(Collected data entries)
════════

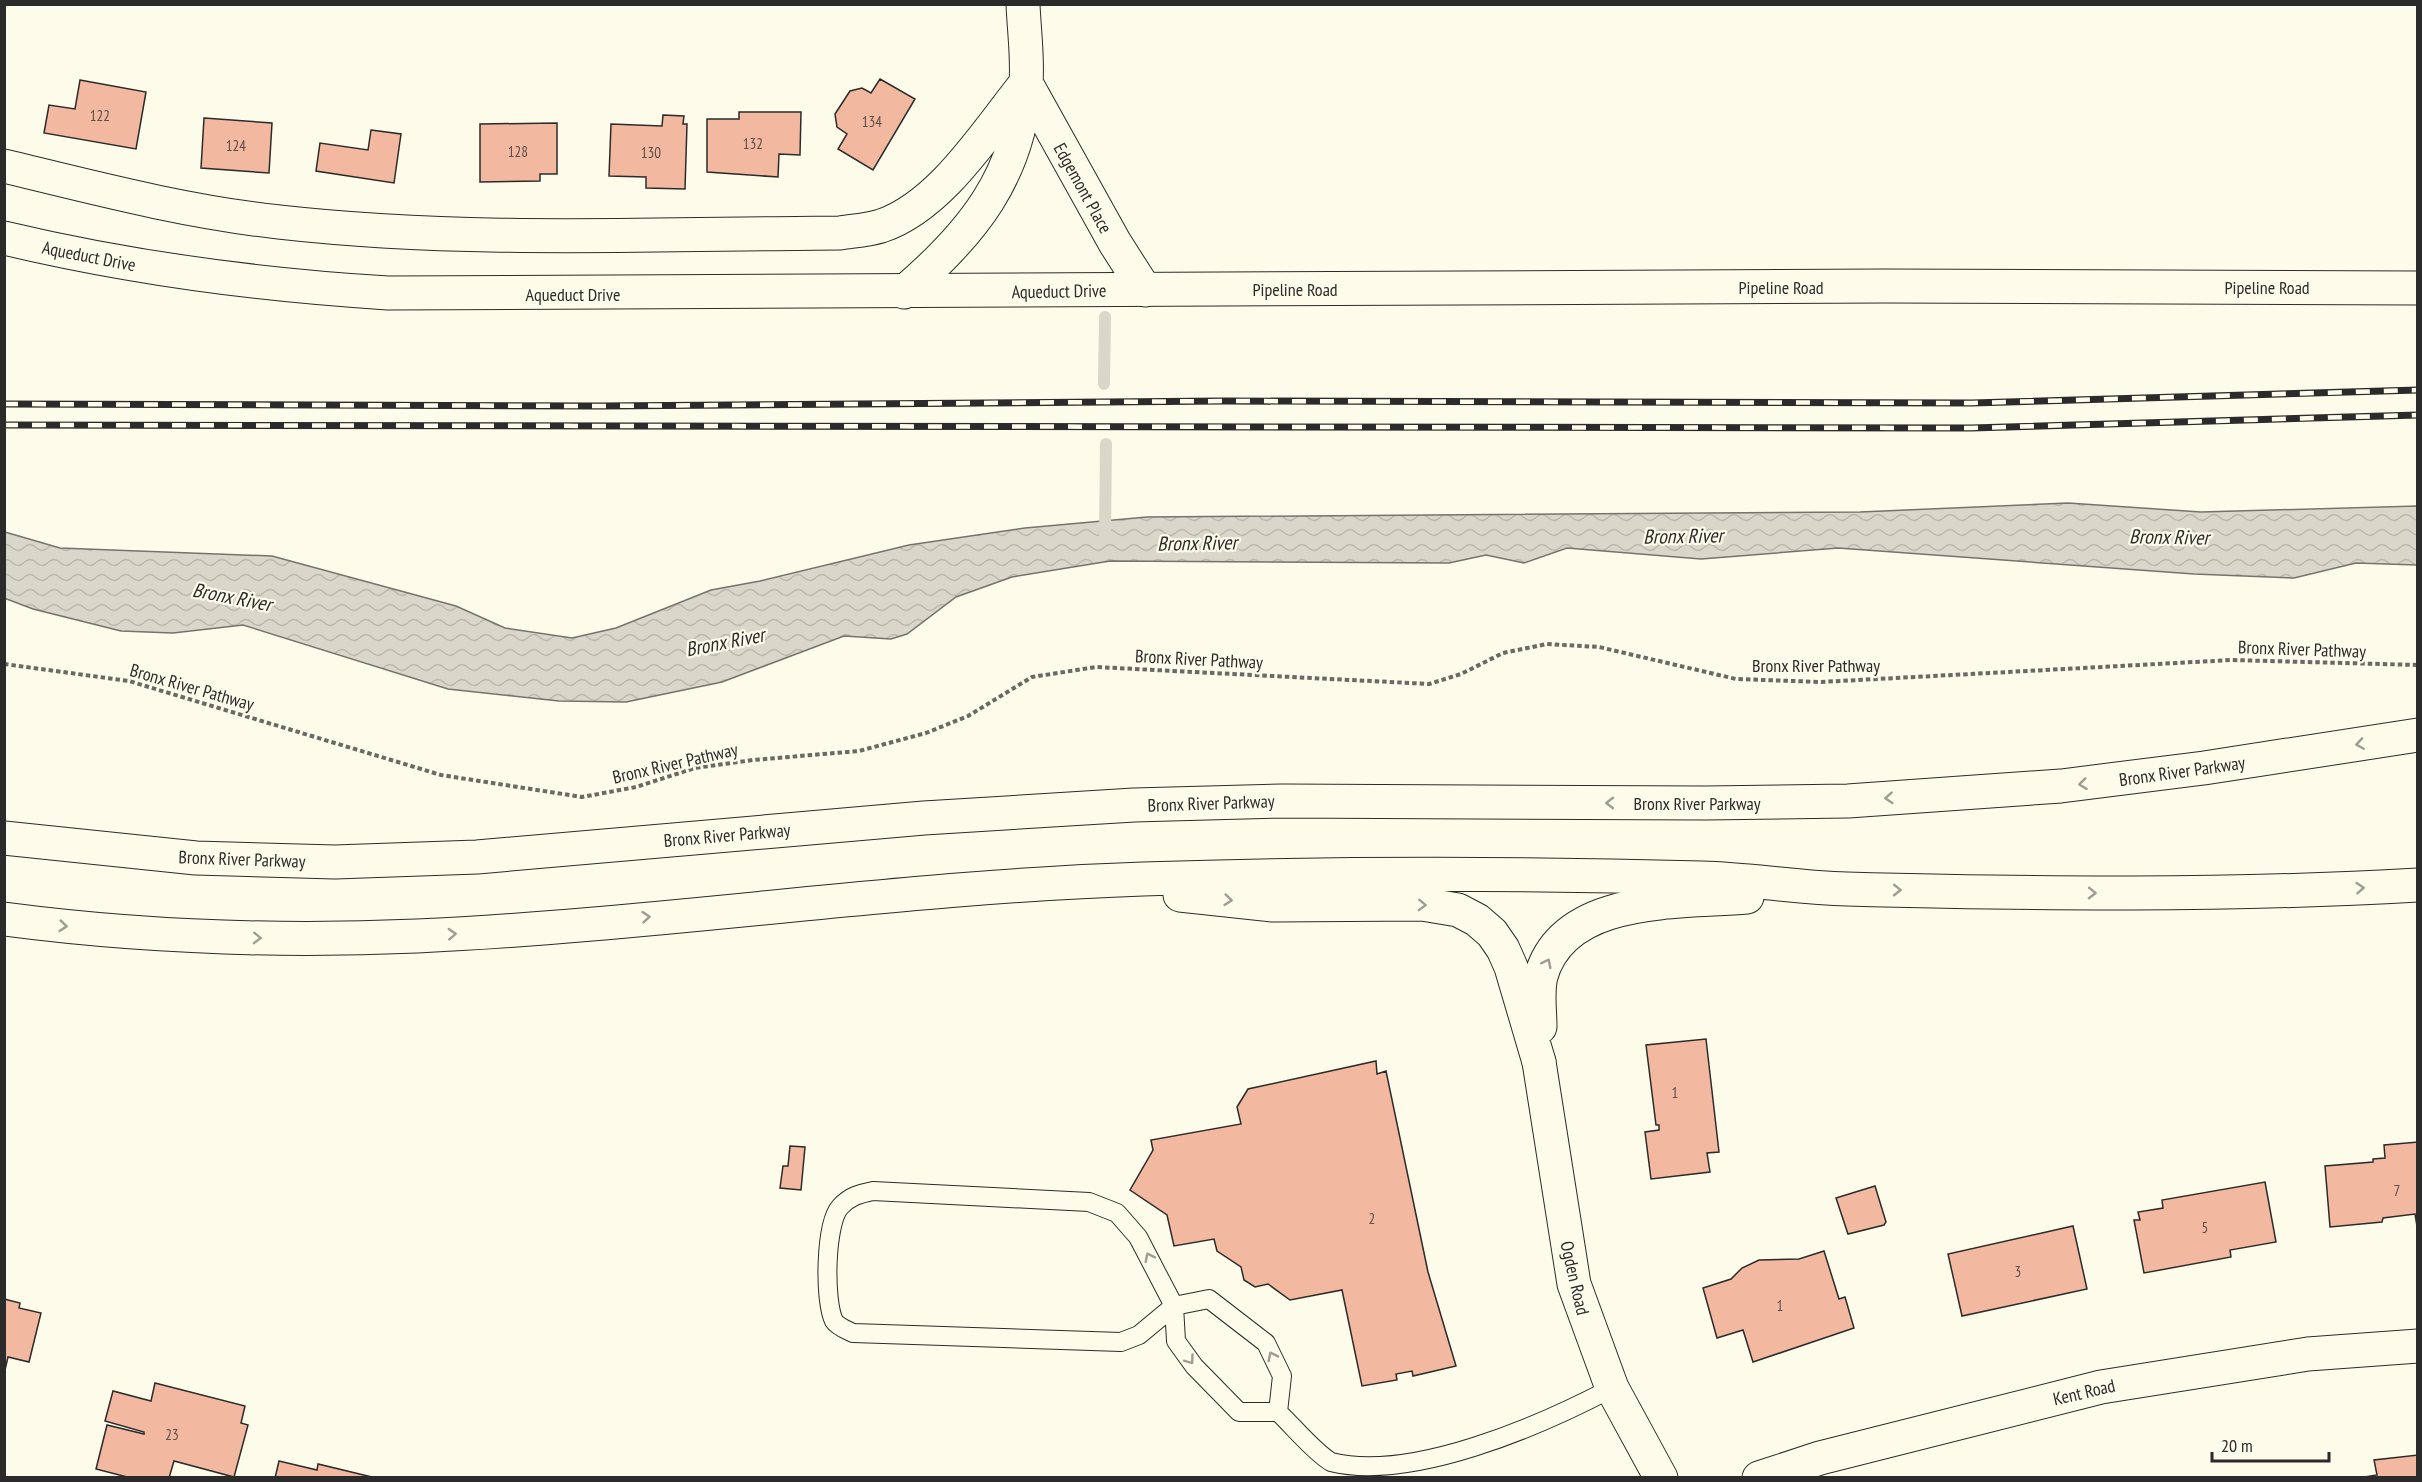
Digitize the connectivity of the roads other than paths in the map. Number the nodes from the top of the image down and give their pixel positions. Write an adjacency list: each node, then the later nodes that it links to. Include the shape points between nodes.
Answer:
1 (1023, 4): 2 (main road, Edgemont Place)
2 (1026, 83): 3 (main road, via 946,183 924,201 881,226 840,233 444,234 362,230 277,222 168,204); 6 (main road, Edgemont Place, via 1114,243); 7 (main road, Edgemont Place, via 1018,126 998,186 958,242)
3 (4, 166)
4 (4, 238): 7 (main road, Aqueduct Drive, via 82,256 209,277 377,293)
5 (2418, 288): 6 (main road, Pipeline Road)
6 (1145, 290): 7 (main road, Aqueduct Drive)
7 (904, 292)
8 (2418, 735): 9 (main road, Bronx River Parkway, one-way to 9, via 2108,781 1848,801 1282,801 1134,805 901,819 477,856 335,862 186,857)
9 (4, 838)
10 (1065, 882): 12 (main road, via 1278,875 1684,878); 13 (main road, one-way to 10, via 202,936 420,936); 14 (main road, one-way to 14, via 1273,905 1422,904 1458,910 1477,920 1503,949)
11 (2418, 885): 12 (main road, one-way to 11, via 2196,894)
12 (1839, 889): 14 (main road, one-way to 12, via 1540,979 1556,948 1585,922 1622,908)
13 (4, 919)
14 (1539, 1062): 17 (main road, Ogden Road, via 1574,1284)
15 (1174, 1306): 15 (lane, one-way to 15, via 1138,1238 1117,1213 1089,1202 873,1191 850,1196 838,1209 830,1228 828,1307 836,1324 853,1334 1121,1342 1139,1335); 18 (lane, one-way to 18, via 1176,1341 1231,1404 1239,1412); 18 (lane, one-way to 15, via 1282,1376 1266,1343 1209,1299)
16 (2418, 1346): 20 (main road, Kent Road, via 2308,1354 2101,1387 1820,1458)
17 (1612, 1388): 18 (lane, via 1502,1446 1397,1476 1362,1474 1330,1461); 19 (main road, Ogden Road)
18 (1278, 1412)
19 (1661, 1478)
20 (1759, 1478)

════════

Directions for this task: All lines in the data that contain the word "Aqueduct" should be copied.

Answer space:
4 (4, 238): 7 (main road, Aqueduct Drive, via 82,256 209,277 377,293)
6 (1145, 290): 7 (main road, Aqueduct Drive)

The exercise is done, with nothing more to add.